Problem to work on: Look through the data below and return each line where "that" appears.

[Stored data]
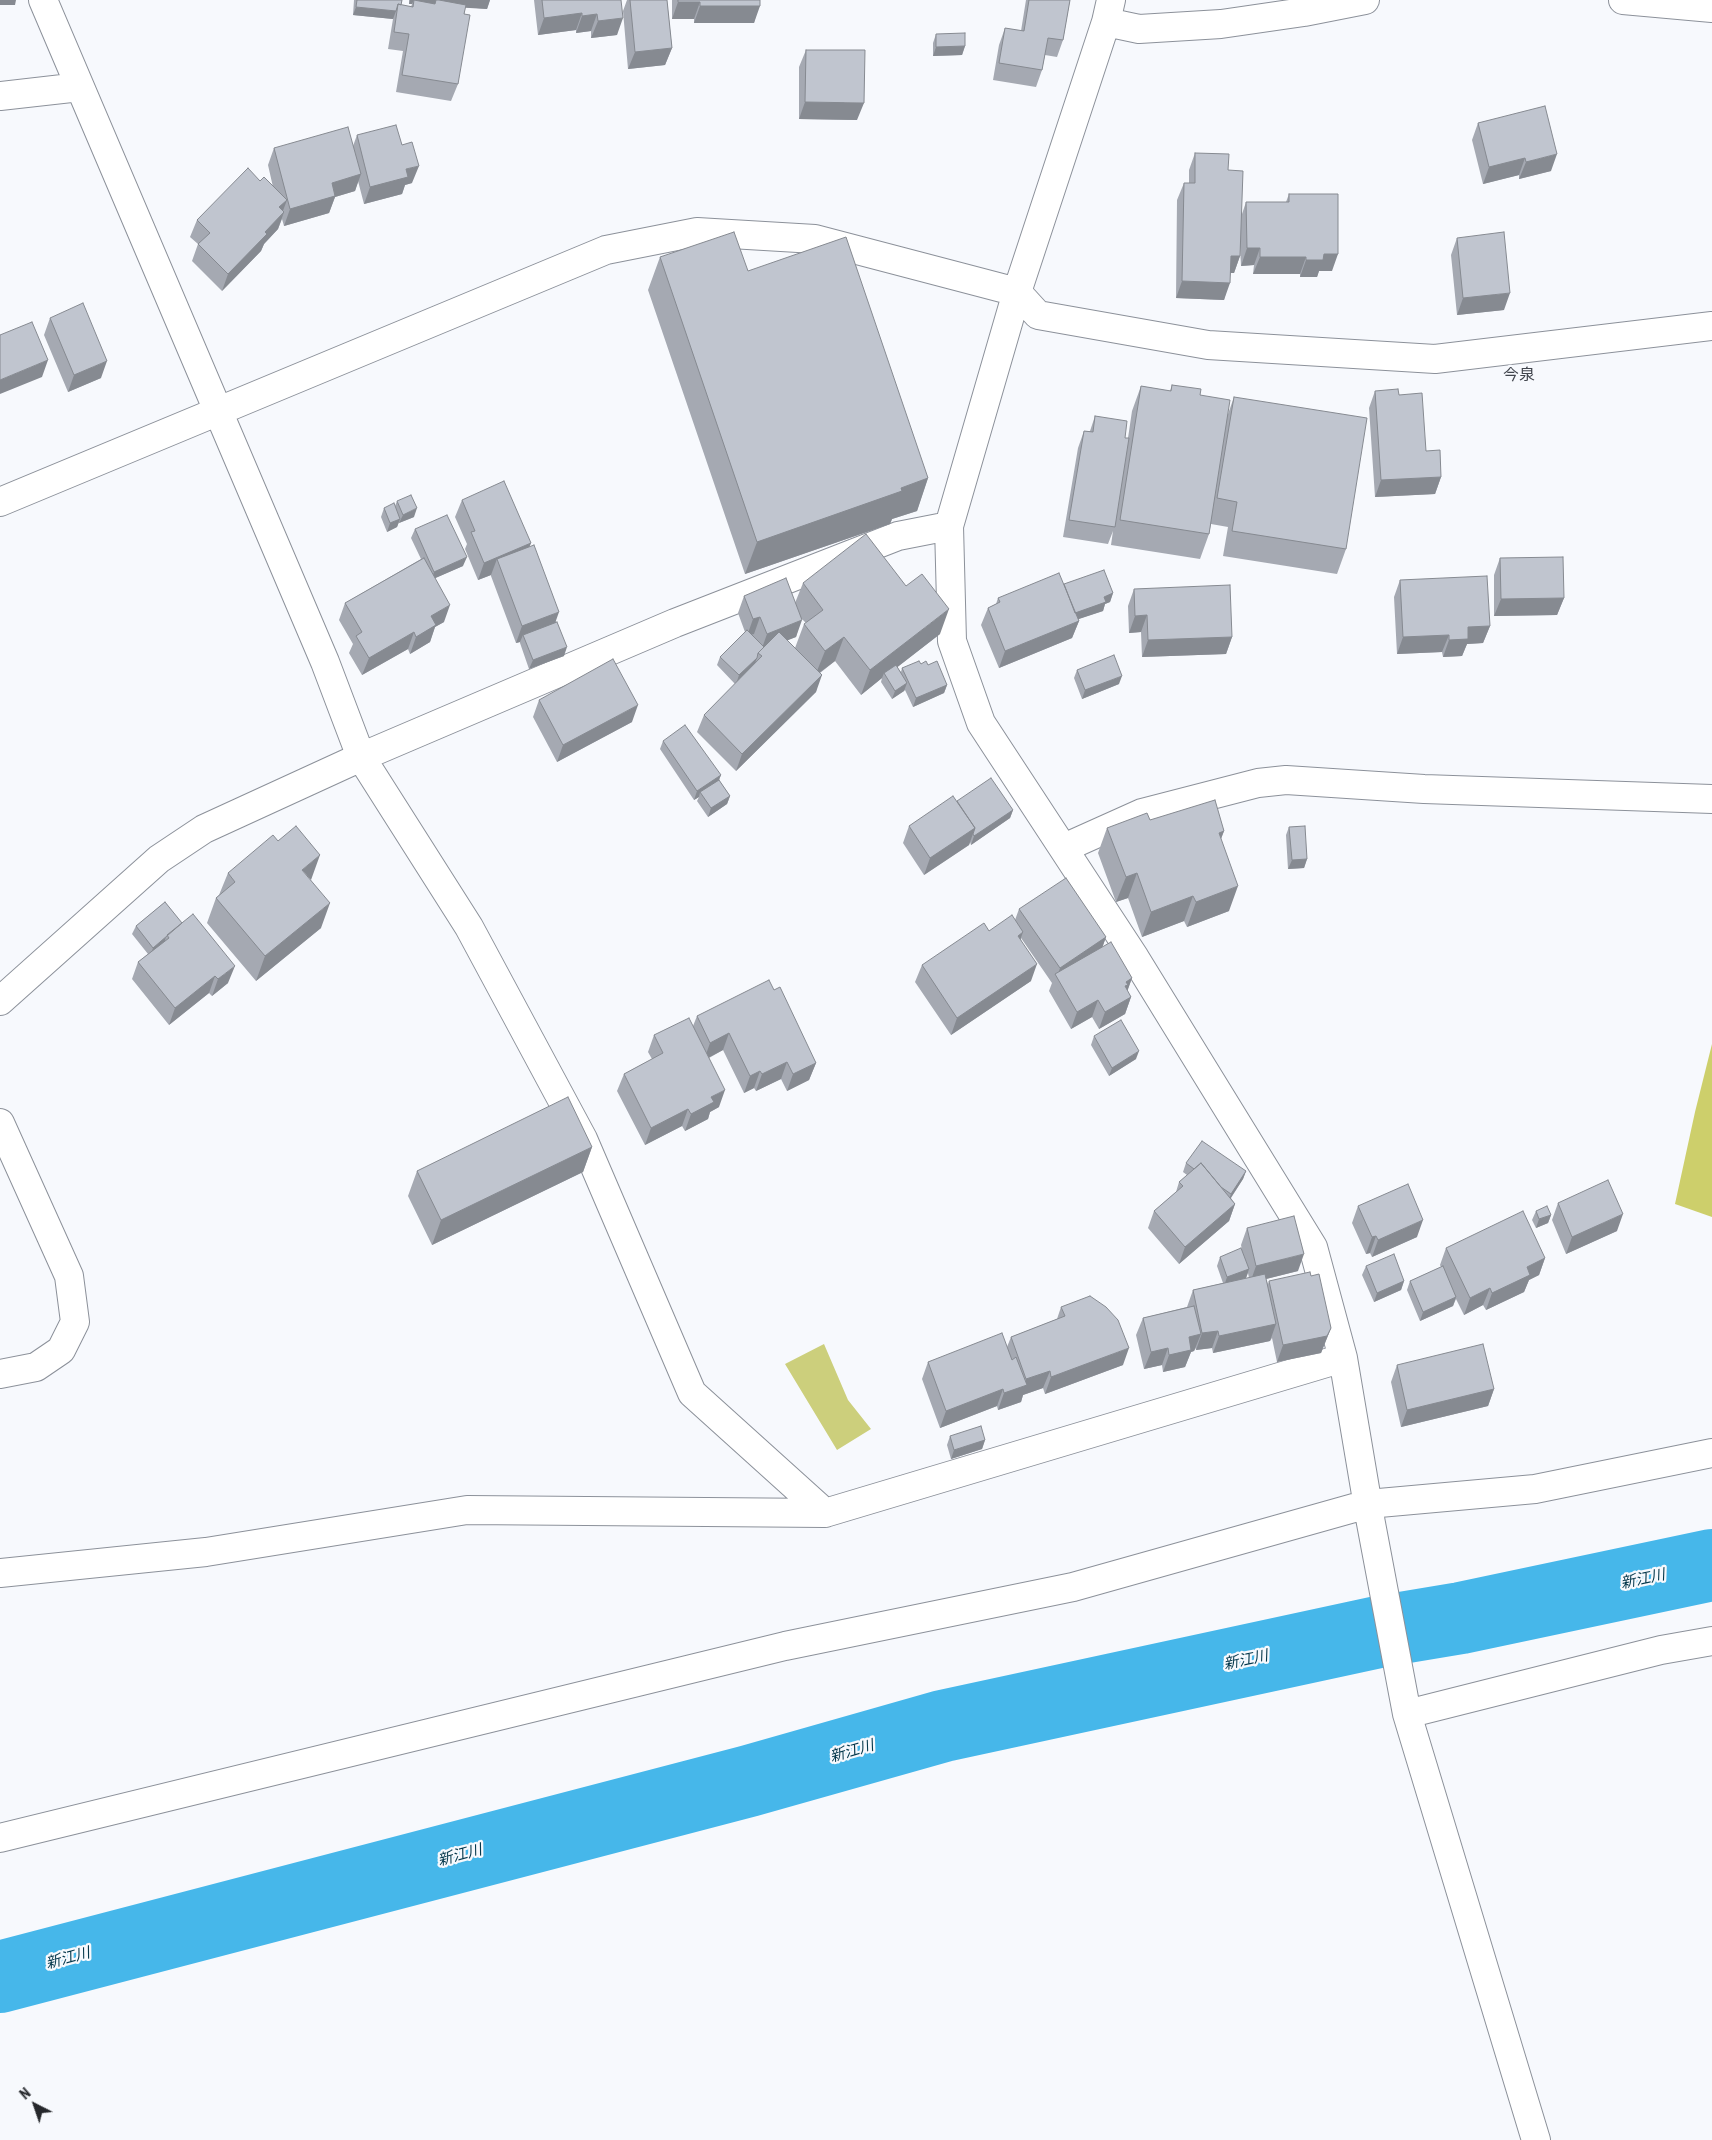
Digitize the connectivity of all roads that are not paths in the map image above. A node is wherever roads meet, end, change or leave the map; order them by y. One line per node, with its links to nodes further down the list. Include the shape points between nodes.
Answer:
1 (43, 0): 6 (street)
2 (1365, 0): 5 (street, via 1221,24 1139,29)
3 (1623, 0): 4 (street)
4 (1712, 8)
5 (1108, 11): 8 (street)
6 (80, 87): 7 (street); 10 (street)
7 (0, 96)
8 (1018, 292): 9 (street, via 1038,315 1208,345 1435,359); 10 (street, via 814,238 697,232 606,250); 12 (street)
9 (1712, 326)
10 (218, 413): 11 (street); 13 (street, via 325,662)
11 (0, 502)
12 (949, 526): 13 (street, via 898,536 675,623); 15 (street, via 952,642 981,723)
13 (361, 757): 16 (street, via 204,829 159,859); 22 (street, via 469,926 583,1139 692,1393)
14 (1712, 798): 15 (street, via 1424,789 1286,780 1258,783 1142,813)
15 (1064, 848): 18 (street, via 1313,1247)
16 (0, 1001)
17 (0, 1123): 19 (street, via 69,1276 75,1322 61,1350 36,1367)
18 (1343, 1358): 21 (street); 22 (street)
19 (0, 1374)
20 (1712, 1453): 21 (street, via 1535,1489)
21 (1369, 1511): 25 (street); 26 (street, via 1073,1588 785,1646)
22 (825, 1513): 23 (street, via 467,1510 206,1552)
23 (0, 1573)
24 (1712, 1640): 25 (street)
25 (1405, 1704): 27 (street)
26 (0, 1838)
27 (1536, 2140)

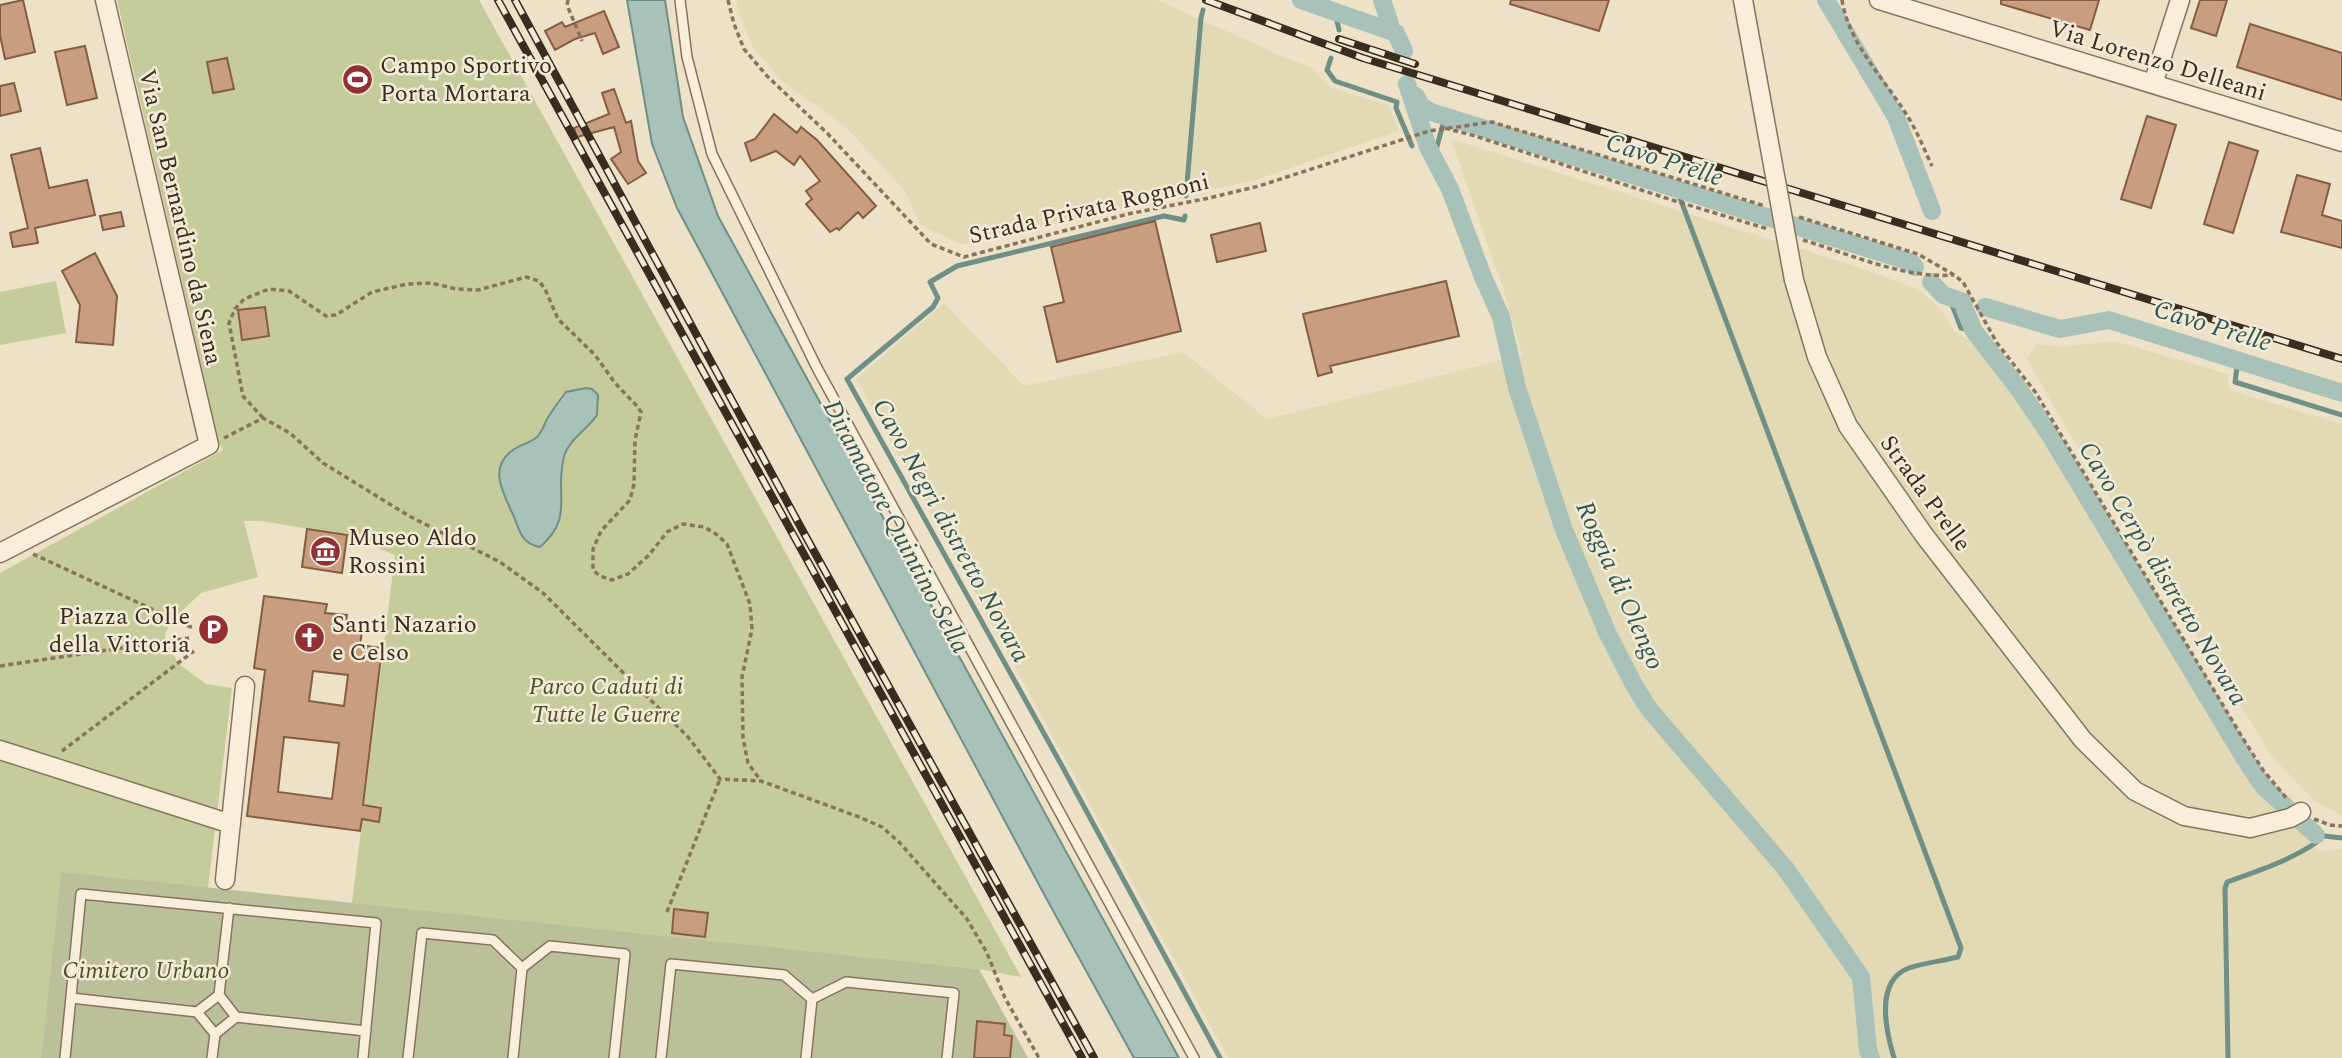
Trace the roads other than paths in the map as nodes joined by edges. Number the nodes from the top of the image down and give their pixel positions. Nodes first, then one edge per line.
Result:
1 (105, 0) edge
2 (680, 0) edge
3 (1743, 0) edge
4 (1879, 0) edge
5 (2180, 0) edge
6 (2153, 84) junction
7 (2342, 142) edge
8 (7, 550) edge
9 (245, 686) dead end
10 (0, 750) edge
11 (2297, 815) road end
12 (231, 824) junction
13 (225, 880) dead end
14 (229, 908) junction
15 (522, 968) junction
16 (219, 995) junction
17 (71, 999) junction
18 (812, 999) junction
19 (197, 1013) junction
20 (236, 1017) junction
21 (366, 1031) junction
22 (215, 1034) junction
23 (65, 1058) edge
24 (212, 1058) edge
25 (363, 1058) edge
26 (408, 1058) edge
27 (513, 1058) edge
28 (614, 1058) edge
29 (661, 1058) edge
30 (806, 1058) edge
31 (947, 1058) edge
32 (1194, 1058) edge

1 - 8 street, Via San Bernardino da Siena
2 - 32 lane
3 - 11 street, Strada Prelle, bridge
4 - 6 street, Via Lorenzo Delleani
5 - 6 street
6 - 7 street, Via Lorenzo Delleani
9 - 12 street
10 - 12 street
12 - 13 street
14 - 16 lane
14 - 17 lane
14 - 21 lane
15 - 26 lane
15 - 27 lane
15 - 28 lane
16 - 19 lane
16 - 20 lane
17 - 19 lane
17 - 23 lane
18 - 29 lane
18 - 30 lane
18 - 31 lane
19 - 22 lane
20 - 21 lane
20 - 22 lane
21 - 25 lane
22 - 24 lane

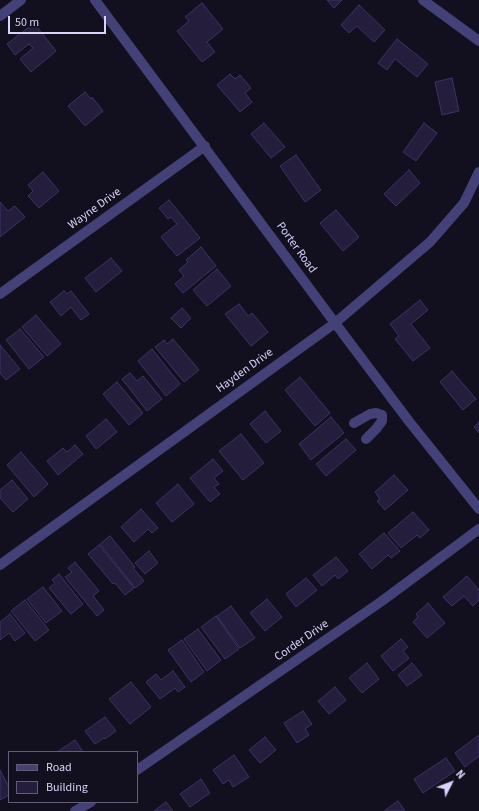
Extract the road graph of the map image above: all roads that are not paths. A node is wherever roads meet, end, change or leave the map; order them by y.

Task solution:
Digitize the connectivity of all roads that are not paths in the map image above. A node is wherever roads meet, end, change or leave the map; order them by y. One line per node, with its links to nodes further down the list. Include the shape points between nodes.
Extract the road graph of the map image above: all roads that are not paths. A node is wherever roads meet, end, change or leave the map; order them by y.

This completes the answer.